▸ **WHAT TO DO**
Report the lines of the material that carry the string "junctions".

▸ **INPUT DATA**
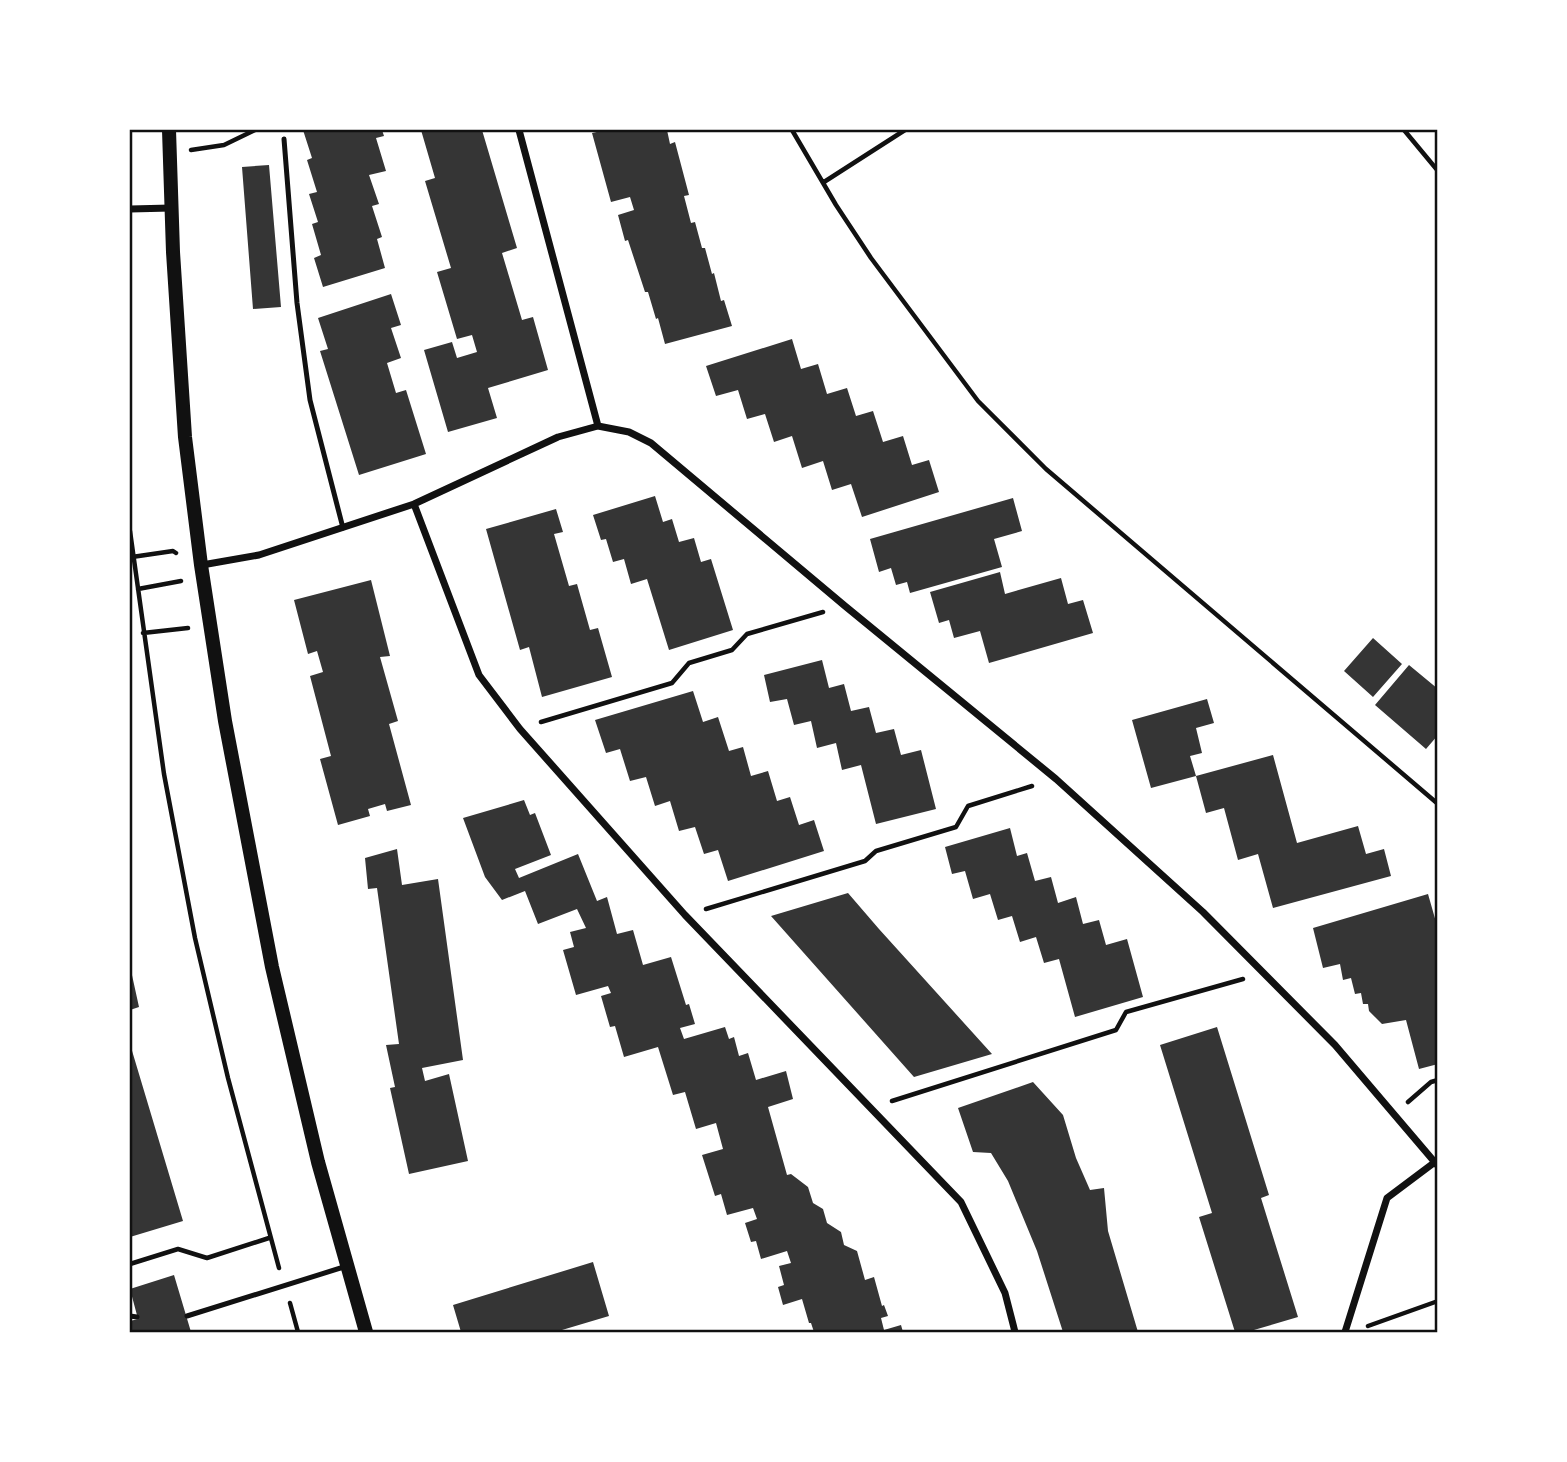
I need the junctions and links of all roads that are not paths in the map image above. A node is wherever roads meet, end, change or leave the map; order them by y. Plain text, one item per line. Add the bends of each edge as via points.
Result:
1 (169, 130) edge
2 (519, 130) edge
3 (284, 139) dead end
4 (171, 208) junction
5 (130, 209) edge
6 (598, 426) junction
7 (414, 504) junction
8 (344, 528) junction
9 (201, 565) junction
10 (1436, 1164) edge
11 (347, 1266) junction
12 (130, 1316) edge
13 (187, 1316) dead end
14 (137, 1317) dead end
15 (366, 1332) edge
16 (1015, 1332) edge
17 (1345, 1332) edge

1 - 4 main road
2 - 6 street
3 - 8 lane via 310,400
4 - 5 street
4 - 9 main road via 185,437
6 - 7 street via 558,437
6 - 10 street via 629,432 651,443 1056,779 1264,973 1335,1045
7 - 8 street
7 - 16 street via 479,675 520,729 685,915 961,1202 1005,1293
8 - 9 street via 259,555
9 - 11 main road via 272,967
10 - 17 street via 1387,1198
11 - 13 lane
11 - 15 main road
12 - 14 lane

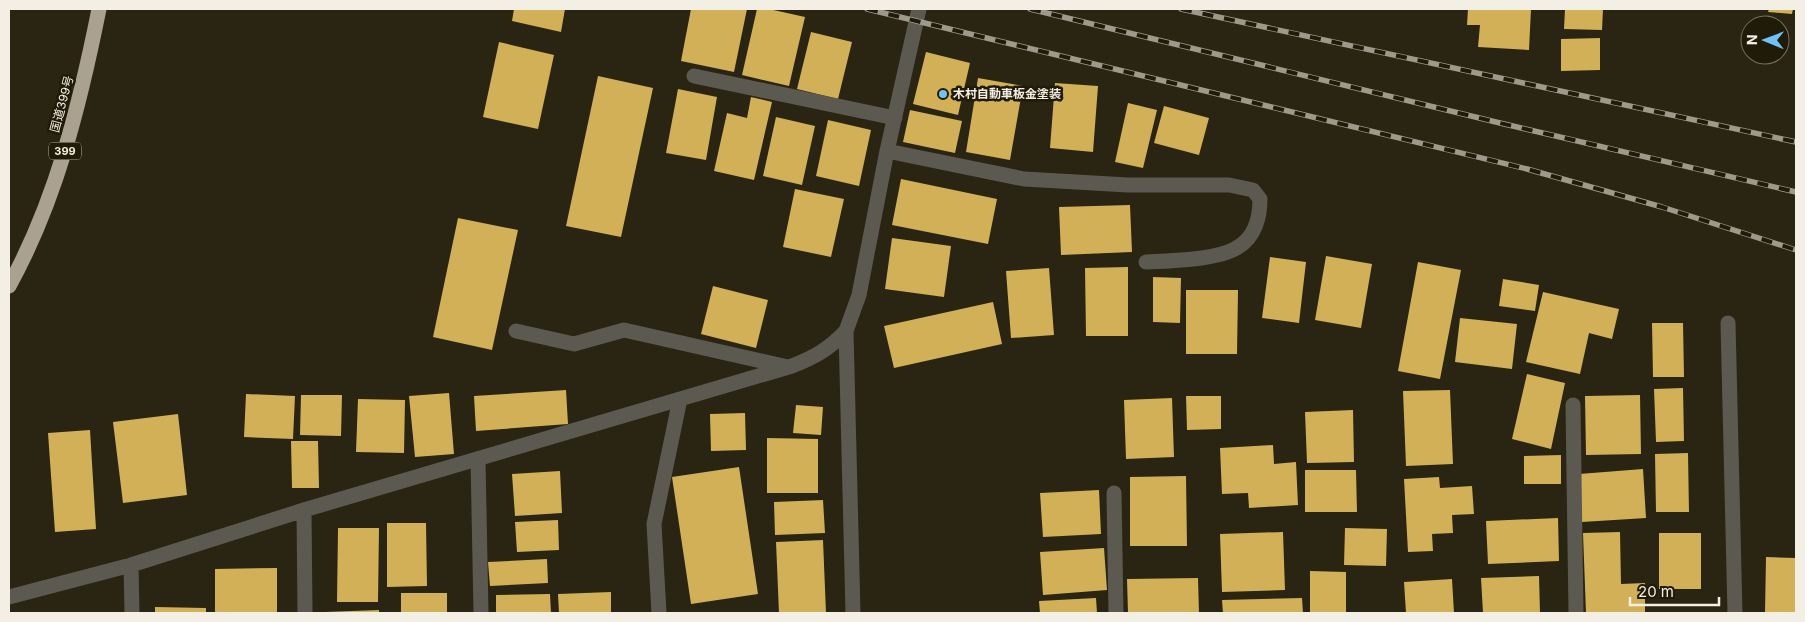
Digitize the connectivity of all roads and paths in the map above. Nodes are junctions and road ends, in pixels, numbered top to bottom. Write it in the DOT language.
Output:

▸ **SOLUTION TO THIS EXERCISE**
I need the junctions and links of all roads that are not paths in the map image above. A node is wherever roads meet, end, change or leave the map; order them by y. Plain text, one item per line. Add the bends of each edge as via points.
Digitize the connectivity of all roads and paths in the map above. Nodes are junctions and road ends, in pixels, numbered top to bottom. Write it in the DOT language.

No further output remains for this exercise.